Desde os primórdios da Guerra às Drogas, entre a década de 1970 e 1980, até o mais recente fracasso das Unidades de Polícia Pacificadora, a posição que os moradores das periferias continuam a mesma: a do medo.
“Diante da covid, as pessoas ficavam entre a cruz e a caldeira. Entre a possibilidade de morrer de vírus e a de morrer de um tiro. Essa é a experimentação da juventude popular. Por isso, o medo de sobrar era mais desesperador do que o de morrer. Sobrar é fazer tudo certo, conseguir estudar, fazer um vestibular dentro da favela, entrar na faculdade pública, no seu grupo de funk, de passinho, e as coisas desandarem, e acabar perdendo tudo isso porque você não tem estabilidade, você não tem previsibilidade na sua rotina. Então, ao não ter rotina, você não tem como planejar a sua vida, nem sonhar”, explica Jacqueline.
Essa condição constante de aflição experienciada principalmente pelos jovens do subúrbio, condicionadas pela tutela do crime organizado e das milícias, e largada às traças pelo poder público, perpetua uma posição de subalternidade aos moradores das favelas, os impossibilitando de mobilizar uma saída dessa condição.
Mobilidade literal e metafórica, uma vez que o próprio deslocamento de dentro para fora dos complexos não é possível no estado atual da segurança pública do Rio.
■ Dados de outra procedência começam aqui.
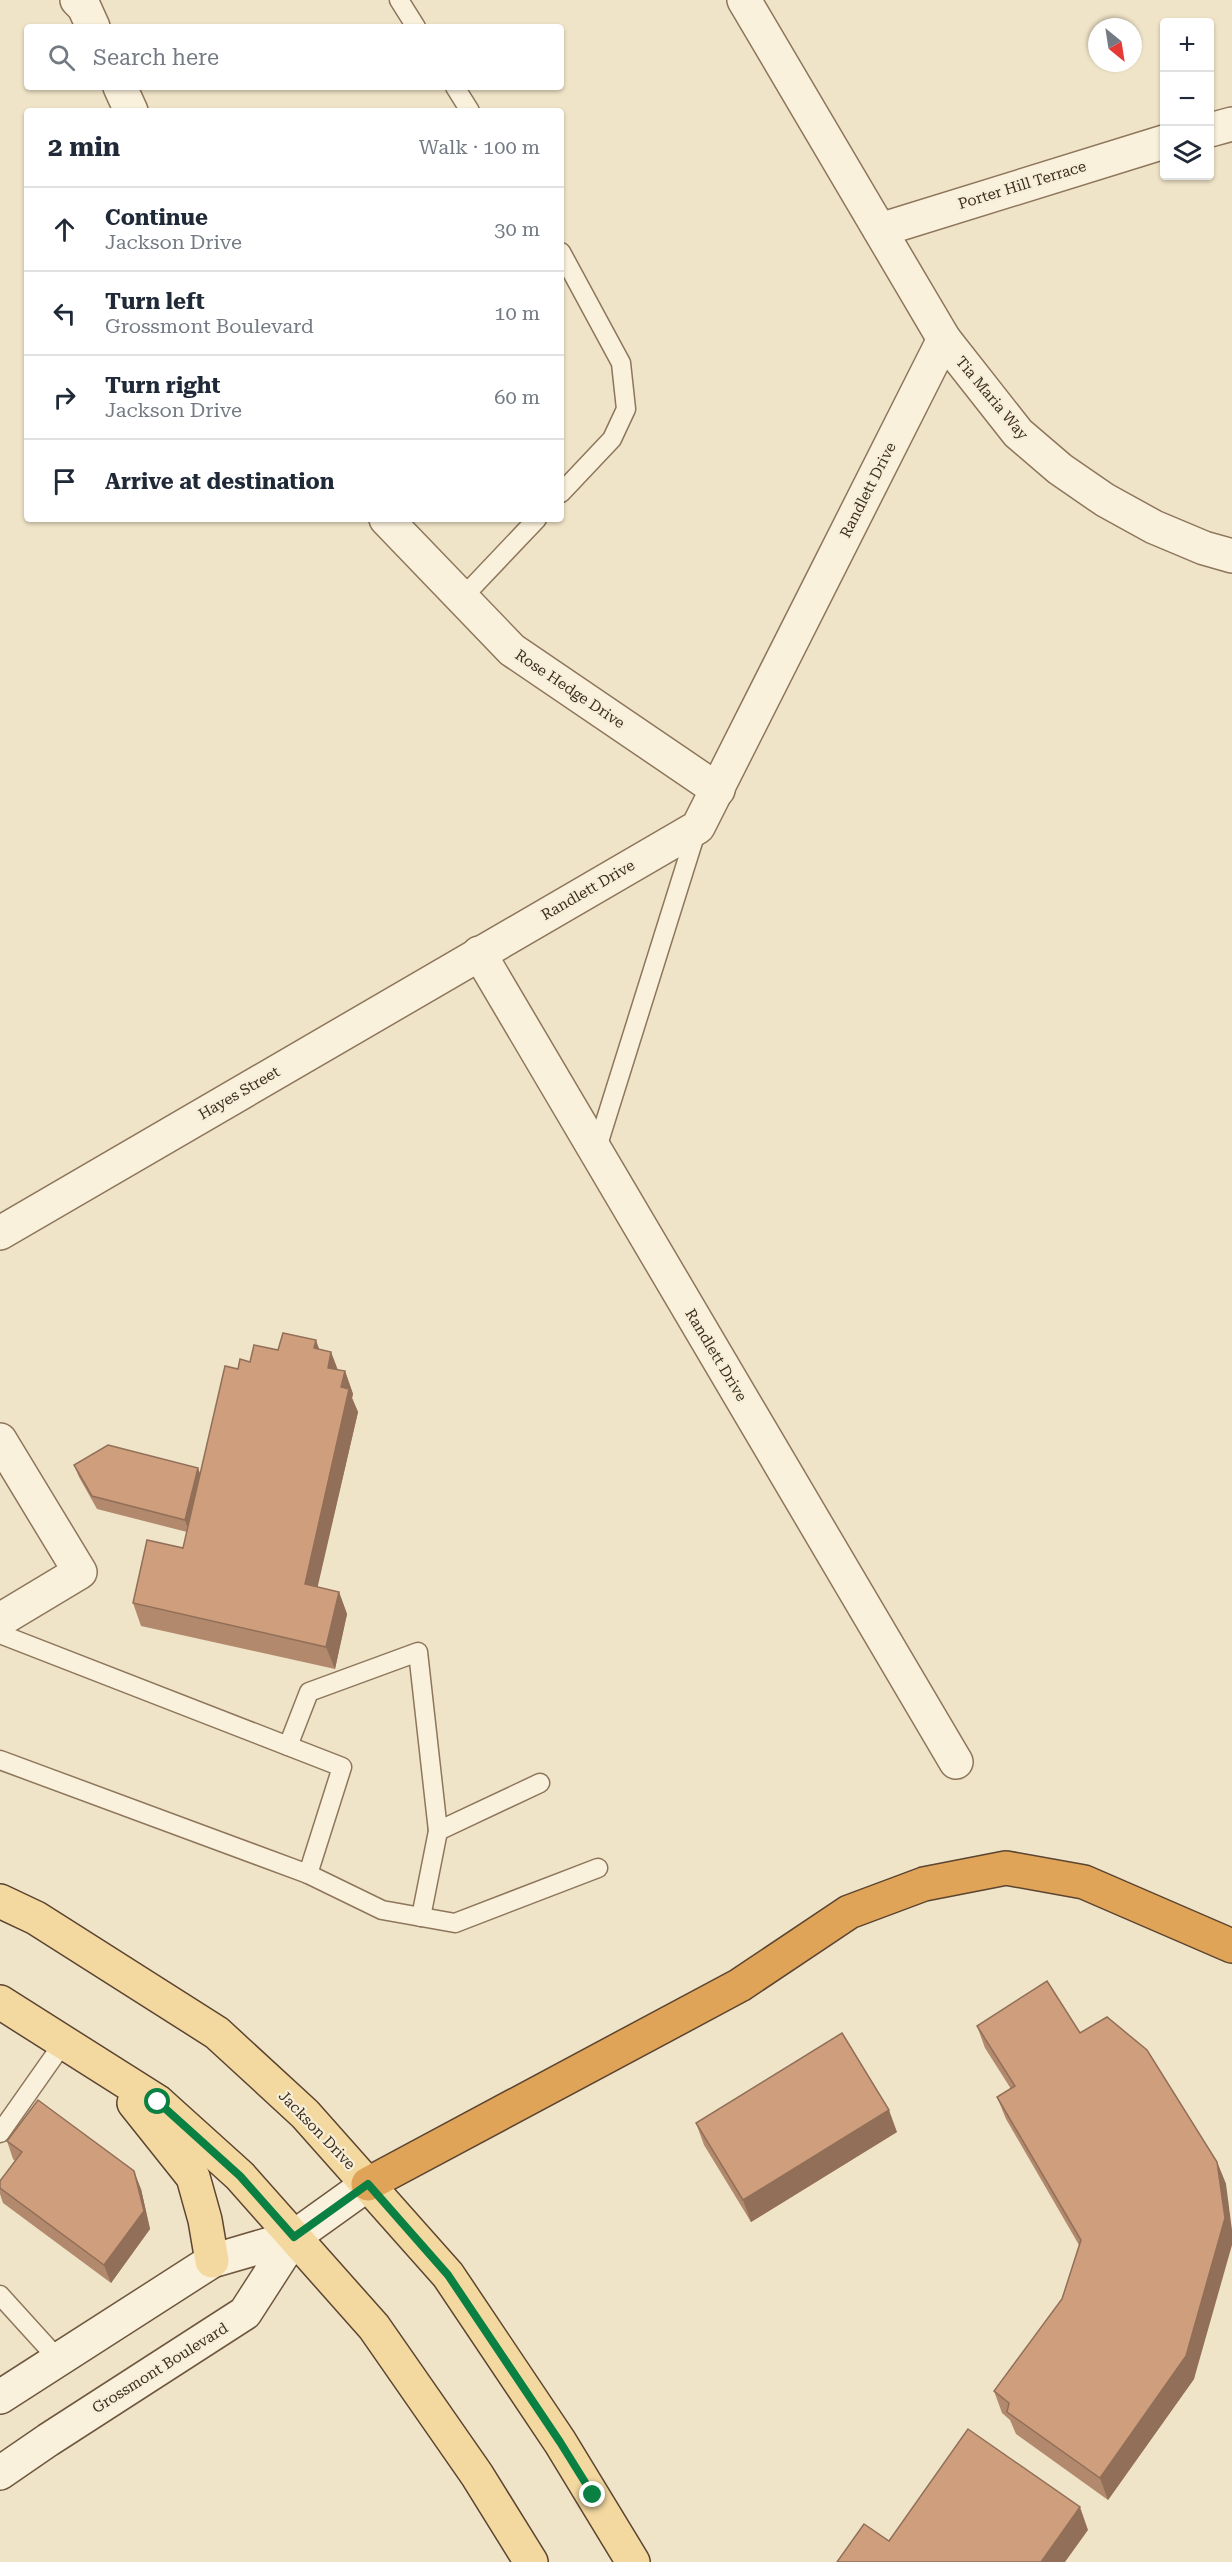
<!DOCTYPE html>
<meta charset="utf-8">
<style>
:root{--surface:#fff;--page:#f2f2f3;--text:#1f2937;--muted:#747a83;--line:#e0e1e3}
body{margin:0;font-family:"Roboto Serif",serif;background:var(--page);color:var(--text)}
.controls{position:absolute;right:18px;top:18px;display:grid;overflow:hidden;border-radius:6px;box-shadow:0 2px 4px #0004}
.controls button{width:54px;height:54px;display:grid;place-items:center;padding:0;border:0;border-bottom:2px solid var(--line);background:var(--surface);color:var(--text);font:30px sans-serif}
.compass{position:absolute;left:1088px;top:18px;width:54px;height:54px;border-radius:50%;background:var(--surface);box-shadow:0 2px 4px #0004;rotate:150deg}
.stop{position:absolute;width:18px;height:18px;margin:-14px;border:4px solid #0b8043;border-radius:50%;background:#fff}
.stop.end{background:#0b8043;border-color:#fff;box-shadow:0 2px 6px #0008}
.list{margin:0;padding:0;list-style:none}
h2{display:flex;justify-content:space-between;align-items:center;height:78px;margin:0;padding:0 24px;font-size:26px}
h2 small{font-size:20px;font-weight:400;color:var(--muted)}
.list li{display:grid;grid-template-columns:39px 1fr auto;gap:18px;align-items:center;box-sizing:border-box;height:84px;padding:0 24px;border-top:2px solid var(--line)}
.list b{display:block;font-size:22px;white-space:nowrap}
.list p{margin:0;font-size:20px;white-space:nowrap;color:var(--muted)}
.list em{font-size:20px;font-style:normal;color:var(--muted)}
.icon{flex:none;width:33px;height:33px;fill:none;stroke:currentColor;stroke-width:2;stroke-linecap:round;stroke-linejoin:round}
.map{position:relative;flex:none;width:1232px;height:2562px;overflow:hidden}
.search{position:absolute;background:var(--surface);box-shadow:0 2px 4px #0004;left:24px;top:24px;width:540px;height:66px;display:flex;align-items:center;gap:15px;box-sizing:border-box;padding:0 21px;border-radius:6px;color:var(--muted);font-size:22px}
.panel{position:absolute;background:var(--surface);box-shadow:0 2px 4px #0004;left:24px;top:108px;width:540px;height:414px;border-radius:6px}
.map>svg:first-child{display:block}
</style>
<div class="map">
<svg width="1232" height="2562" viewBox="0 0 1232 2562">
<rect width="100%" height="100%" fill="#f0e4c8"/>
<g fill="none" stroke-linecap="round" stroke-linejoin="round">
<!-- service casing -->
<g stroke="#8d765c" stroke-width="21">
<g id="service">
<polyline points="399,0 416,27"/>
<polyline points="455,87 470,111"/>
<polyline points="561,252 621,363 626,409 612,439 561,493"/>
<polyline points="462,598 537,519"/>
<polyline points="596,1151 697,829"/>
<polyline points="0,1634 342,1767 308,1874 0,1760"/>
<polyline points="288,1746 309,1692 418,1652 438,1831 421,1917"/>
<polyline points="438,1831 540,1783"/>
<polyline points="308,1874 382,1910 455,1923 598,1868"/>
<polyline points="0,2133 64,2042"/>
<polyline points="0,2295 58,2359"/>
</g>
</g>
<!-- minor casing -->
<g stroke="#8d765c" stroke-width="36">
<g id="minor">
<polyline points="77,0 84,7 93,27"/>
<polyline points="744,0 944,339 1018,433 1060,469 1105,500 1154,527 1204,548 1232,556"/>
<polyline points="120,87 131,111"/>
<polyline points="1210,130 1232,124"/>
<polyline points="880,230 1164,142"/>
<polyline points="386,519 512,650 718,790"/>
<polyline points="479,953 956,1762"/>
<polyline points="0,1233 698,827 944,339"/>
<polyline points="0,1440 80,1572 0,1620"/>
</g>
</g>
<!-- secondary casing -->
<g stroke="#6f573f" stroke-width="36">
<g id="secondary">
<polyline points="0,2397 212,2261 294,2237 368,2184"/>
<polyline points="0,2473 48,2440 245,2313 294,2237"/>
</g>
</g>
<!-- primary casing -->
<g stroke="#5b4430" stroke-width="36">
<g id="primary">
<polyline points="0,1901 36,1918 217,2033 305,2114 448,2275 560,2442 633,2562"/>
<polyline points="0,2002 158,2102 240,2176 374,2327 477,2475 531,2562"/>
<polyline points="134,2103 193,2177 205,2220 212,2261"/>
</g>
</g>
<!-- motorway casing -->
<g stroke="#5b4430" stroke-width="36">
<polyline id="motorway" points="368,2184 740,1985 849,1912 924,1884 1006,1868 1084,1882 1232,1946"/>
</g>
<!-- service -->
<use href="#service" stroke="#faf1dc" stroke-width="18"/>
<!-- minor -->
<use href="#minor" stroke="#faf1dc" stroke-width="33"/>
<!-- secondary -->
<use href="#secondary" stroke="#faf1dc" stroke-width="33"/>
<!-- primary -->
<use href="#primary" stroke="#f3d9a0" stroke-width="33"/>
<!-- motorway -->
<use href="#motorway" stroke="#e0a458" stroke-width="33"/>
</g>
<!-- wall -->
<g fill="#b2896c">
<polygon points="320,1349 331,1352 338,1370 345,1371 353,1394 352,1398 358,1412 317,1587 339,1592 347,1614 335,1669 141,1626 133,1603 183,1548 187,1532 97,1509 79,1477 74,1465 200,1474 238,1369 278,1350"/>
<polygon points="977,2026 1080,2033 1217,2162 1226,2184 1194,2379 1108,2500 1016,2434 1010,2420 1002,2413 994,2391 1062,2299 1079,2245 1006,2119 997,2097 1011,2089 985,2048"/>
<polygon points="696,2123 897,2132 751,2222 704,2145"/>
<polygon points="7,2141 141,2189 150,2229 111,2283 3,2203 0,2194 0,2181 15,2161 13,2159"/>
</g>
<!-- shaded-wall -->
<g fill="#916f58">
<polygon points="316,1340 324,1363 314,1348"/>
<polygon points="331,1352 339,1374 328,1368"/>
<polygon points="345,1371 353,1394 352,1398 358,1412 313,1607 305,1584"/>
<polygon points="198,1468 203,1481 189,1532 185,1520"/>
<polygon points="339,1592 347,1614 335,1669 326,1647"/>
<polygon points="889,2110 897,2132 751,2222 743,2200"/>
<polygon points="1217,2162 1226,2184 1232,2230 1232,2245 1194,2379 1108,2500 1100,2478"/>
<polygon points="134,2171 141,2189 150,2229 111,2283 104,2265"/>
<polygon points="1080,2507 1088,2530 1065,2562 1041,2562"/>
</g>
<!-- building -->
<g fill="#cf9f7d" stroke="#916f58" stroke-width="1.5">
<polygon points="283,1333 316,1340 314,1348 331,1352 328,1368 345,1371 341,1387 349,1389 305,1584 339,1592 326,1647 133,1603 147,1540 183,1548 225,1366 238,1369 240,1359 250,1362 254,1345 278,1350"/>
<polygon points="108,1445 198,1468 185,1520 92,1496 74,1465"/>
<polygon points="1047,1981 1080,2033 1107,2017 1147,2050 1217,2162 1225,2218 1186,2356 1100,2478 1007,2412 1009,2403 994,2391 1062,2299 1081,2240 997,2097 1015,2086 977,2026"/>
<polygon points="842,2033 889,2110 743,2200 696,2123"/>
<polygon points="38,2100 134,2171 144,2211 104,2265 0,2188 0,2181 22,2152 7,2141"/>
<polygon points="968,2429 1080,2507 1041,2562 837,2562 864,2524 889,2541"/>
</g>
<g fill="none" stroke-linecap="round" stroke-linejoin="round">
<!-- route -->
<polyline stroke="#0b8043" stroke-width="8" points="158,2102 240,2176 294,2237 368,2184 448,2275 560,2442 593,2495"/>
</g>
<g text-anchor="middle" dominant-baseline="central" stroke-width="4.5" stroke-linejoin="round" paint-order="stroke">
<!-- street labels -->
<g font-size="15" fill="#3d2e20" stroke="#f7eed8">
<text transform="translate(1022 185) rotate(-17)">Porter Hill Terrace</text>
<text transform="translate(992 398) rotate(50)">Tia Maria Way</text>
<text transform="translate(868 490) rotate(-63)">Randlett Drive</text>
<text transform="translate(570 689) rotate(34)">Rose Hedge Drive</text>
<text transform="translate(588 890) rotate(-30)">Randlett Drive</text>
<text transform="translate(239 1093) rotate(-30)">Hayes Street</text>
<text transform="translate(716 1355) rotate(59)">Randlett Drive</text>
<text transform="translate(317 2130) rotate(46)">Jackson Drive</text>
<text transform="translate(160 2368) rotate(-32)">Grossmont Boulevard</text>
</g>
</g>
</svg>
<div class="controls">
<button>+</button>
<button>−</button>
<button><svg class="icon" aria-label="layers" viewBox="0 0 24 24"><path d="M12 4l9 5-9 5-9-5zM3 14l9 5 9-5"/></svg></button>
</div>
<svg class="compass" viewBox="-18 -18 36 36"><path d="M0-13l5 13h-10z" fill="#e53935"/><path d="M0 13l5-13h-10z" fill="#747a83"/></svg>
<div class="stop" style="left:158px;top:2102px"></div>
<div class="stop end" style="left:593px;top:2495px"></div>
<div class="search"><svg class="icon" aria-label="search" viewBox="0 0 24 24"><circle cx="10" cy="10" r="6"/><path d="M15 15l6 6"/></svg>Search here</div>
<section class="panel">
<h2>2 min<small>Walk · 100 m</small></h2>
<ul class="list">
<li><svg class="icon" aria-label="ahead" viewBox="0 0 24 24"><path d="M12 20V5M6 11l6-6 6 6"/></svg><div><b>Continue</b><p>Jackson Drive</p></div><em>30 m</em></li>
<li><svg class="icon" aria-label="left" viewBox="0 0 24 24"><path d="M17 20v-9H6M10 6l-5 5 5 5"/></svg><div><b>Turn left</b><p>Grossmont Boulevard</p></div><em>10 m</em></li>
<li><svg class="icon" aria-label="right" viewBox="0 0 24 24"><path d="M7 20v-9h11M14 6l5 5-5 5"/></svg><div><b>Turn right</b><p>Jackson Drive</p></div><em>60 m</em></li>
<li><svg class="icon" aria-label="arrive" viewBox="0 0 24 24"><path d="M6 21V4h12l-3 4 3 4H6"/></svg><div><b>Arrive at destination</b></div></li>
</ul>
</section>
</div>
Para ilustrar: de acordo com o IBGE, na Pesquisa Nacional de Saúde Escolar (PeNSE), na cidade do Rio de Janeiro em 2019, 21,4% dos alunos do ensino público deixaram de ir para a escola por não se sentirem seguros no trajeto, um número que vem em ascensão contínua desde 2009 (ano que registrou números na casa dos 7%, três vezes menos).
Outro dado sobre a questão é a quantidade de alunos que disseram não se sentirem seguros dentro do ambiente escolar. A capital carioca apresentou 11% dos alunos que declararam ter medo dentro do ambiente educacional em 2019, crescimento de 5% em relação ao ano de 2009.
Isso elucida a questão do receio de ficar, apresentado por Jacqueline.
Qual a perspectiva de futuro para essa geração de crianças e adolescentes que são impossibilitados de sequer ir à escola? Com que ferramentas esses jovens vão se habilitar a ascender socialmente?
Enquanto o poder público lavou as mãos na última década, a dinâmica manteve-se a mesma e apresentou poucos respiros de melhora. Os trabalhadores dessas comunidades seguem em condições precárias de emprego, geridas pelo grande capital do centro urbano da “cidade maravilhosa”, mas sem que esse trabalho retorne às favelas. Colônia e metrópole. Asfalto e morro. Um crescimento às custas justamente dessa população marginalizada e largada ao incerto.
Nesta dinâmica, quem fica não tem perspectiva pelo temor da morte, e é velada uma das principais facetas da sociedade brasileira: o autoritarismo. Essa naturalização da violência, incorporando-a ao imaginário popular, permite que essa posição do povo pobre e preto se mantenha.